'How can one function call another function in the same class? How to fix Unresolved reference error?

I want to create a class that includes two functions where one of them calls the other one, for example:

class Parser:

    def foo(a):
        return a
 
    def bar(b):
        return foo(b * 2)

This errors out with:

Traceback (most recent call last):
  File "<stdin>", line 1, in <module>
  File "<stdin>", line 6, in bar
NameError: name 'foo' is not defined


Solution 1:[1]

You either forgot to have self as one of the parameters, or forgot to set the methods to be static with @staticmethod.

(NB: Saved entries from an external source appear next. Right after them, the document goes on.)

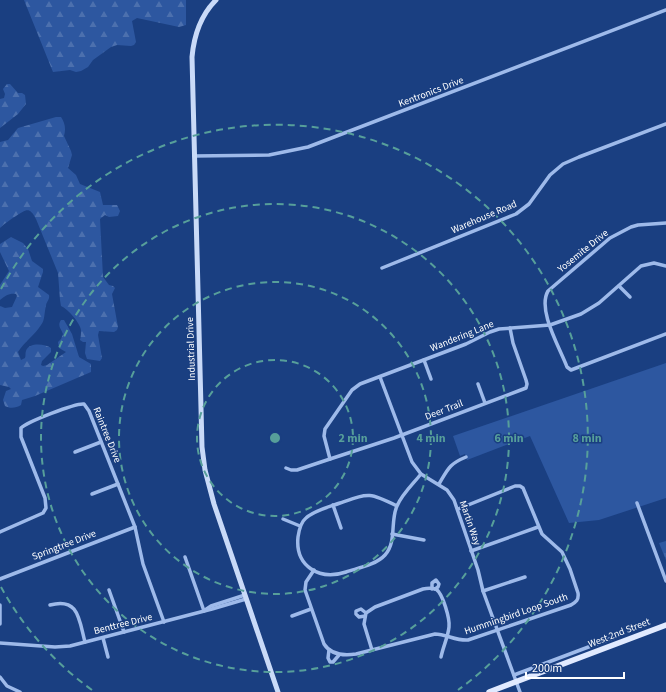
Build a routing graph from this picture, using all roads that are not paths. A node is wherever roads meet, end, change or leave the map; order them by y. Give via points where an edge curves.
1 (216, 0) edge
2 (666, 10) edge
3 (666, 124) edge
4 (194, 156) junction
5 (666, 223) edge
6 (666, 266) edge
7 (382, 268) dead end
8 (619, 286) junction
9 (630, 296) dead end
10 (550, 325) junction
11 (510, 328) junction
12 (666, 334) edge
13 (424, 360) junction
14 (380, 377) junction
15 (431, 379) dead end
16 (478, 384) dead end
17 (486, 403) junction
18 (402, 434) junction
19 (101, 442) junction
20 (75, 452) dead end
21 (466, 456) dead end
22 (330, 459) junction
23 (286, 468) dead end
24 (421, 474) junction
25 (118, 484) junction
26 (439, 484) junction
27 (92, 494) dead end
28 (637, 503) dead end
29 (333, 505) junction
30 (397, 506) junction
31 (458, 509) junction
32 (283, 519) dead end
33 (300, 526) junction
34 (135, 527) junction
35 (538, 527) junction
36 (341, 528) dead end
37 (0, 532) edge
38 (392, 534) junction
39 (424, 540) dead end
40 (472, 551) junction
41 (185, 557) dead end
42 (314, 570) junction
43 (525, 577) dead end
44 (0, 579) edge
45 (666, 582) edge
46 (109, 590) dead end
47 (483, 591) junction
48 (246, 597) junction
49 (0, 605) edge
50 (50, 605) dead end
51 (311, 609) junction
52 (0, 610) edge
53 (204, 611) junction
54 (292, 616) dead end
55 (164, 622) junction
56 (0, 624) edge
57 (666, 625) edge
58 (497, 630) junction
59 (124, 632) junction
60 (447, 635) junction
61 (615, 637) dead end
62 (103, 638) junction
63 (85, 642) junction
64 (0, 643) edge
65 (603, 645) junction
66 (329, 650) junction
67 (372, 650) junction
68 (339, 655) junction
69 (108, 657) dead end
70 (441, 657) dead end
71 (514, 675) junction
72 (0, 677) edge
73 (516, 682) junction
74 (19, 692) edge
75 (278, 692) edge
76 (489, 692) edge
77 (520, 692) edge

1 - 4 street, Industrial Drive via 206,11 192,47
2 - 4 street, Kentronics Drive via 308,147 269,155
3 - 7 street, Warehouse Road via 563,164 550,175 529,204 516,214
4 - 48 street, Industrial Drive via 205,470
5 - 10 street, Yosemite Drive via 631,227 594,250 548,291 544,301
6 - 8 street, Wandering Lane via 646,264 634,271
8 - 9 street
8 - 10 street, Wandering Lane via 586,312
10 - 11 street, Wandering Lane
10 - 12 street, Yosemite Drive via 567,368 572,370
11 - 13 street, Wandering Lane via 490,332
11 - 17 street, Deer Trail via 527,386
13 - 14 street, Wandering Lane
13 - 15 street
14 - 18 street, Martin Way
14 - 22 street, Wandering Lane via 360,384 352,390 325,429 324,436
16 - 17 street
17 - 18 street, Deer Trail
18 - 22 street, Deer Trail
18 - 24 street, Martin Way via 412,462
19 - 20 street
19 - 25 street, Raintree Drive
19 - 37 street, Raintree Drive via 88,408 84,404 78,404 23,426 20,430 21,437 45,498 46,508 43,513
21 - 26 street via 451,465
22 - 23 street, Deer Trail via 297,470
24 - 26 street, Martin Way
24 - 30 street
25 - 27 street
25 - 34 street, Raintree Drive
26 - 31 street, Martin Way via 450,493
28 - 45 street
29 - 30 street via 370,495
29 - 33 street via 310,515
29 - 36 street
30 - 38 street
31 - 35 street via 518,486 523,488
31 - 40 street, Martin Way
32 - 33 street
33 - 42 street via 299,554 304,563
34 - 44 street, Springtree Drive
34 - 55 street, Raintree Drive via 144,564
35 - 40 street
35 - 58 street, Hummingbird Loop South via 545,538 564,556 579,596 571,605
38 - 39 street
38 - 42 street via 388,551 378,560 340,574 325,575
40 - 47 street, Martin Way
41 - 53 street
42 - 51 street via 305,586
43 - 47 street
46 - 59 street
47 - 58 street, Martin Way
48 - 53 street, Benttree Drive
48 - 75 street, Industrial Drive
49 - 52 street
50 - 63 street via 62,603 72,606
51 - 54 street
51 - 66 street via 322,640
52 - 56 street
53 - 55 street, Benttree Drive
55 - 59 street, Benttree Drive
57 - 65 main road, West 2nd Street
58 - 60 street, Hummingbird Loop South via 468,640
58 - 71 street, Martin Way
59 - 62 street, Benttree Drive
60 - 67 street, Hummingbird Loop South via 431,634
60 - 67 street via 448,617 442,597 434,589 423,589 375,607 365,614 364,624
60 - 70 street
61 - 65 street, West 2nd Street
62 - 63 street, Benttree Drive
62 - 69 street
63 - 64 street, Benttree Drive via 55,647
65 - 71 street, West 2nd Street
65 - 73 main road, West 2nd Street
66 - 68 street
66 - 68 street, Hummingbird Loop South via 330,662
67 - 68 street, Hummingbird Loop South
71 - 73 street, Martin Way
72 - 74 street via 7,686
73 - 76 main road, West 2nd Street
73 - 77 street, Martin Way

If you'd like the methods to be instance methods use self:

class Parser:

    def __init__(self):
        pass

    def foo(self, a):
           return a

    def bar(self, a):
           return self.bar(a)

You will then have to create an instance of the parser and call bar on this instance, for example:

parser = Parser()
print(parser.bar('test'))

If you'd like the methods to be static, you'll need to change your class to the following for the static method:

class Parser:
    @staticmethod
    def foo(a):
        return a

    @staticmethod
    def bar(a):
        return Parser.foo(a)

I've also changed the class name to upper camelcase to follow the typical style.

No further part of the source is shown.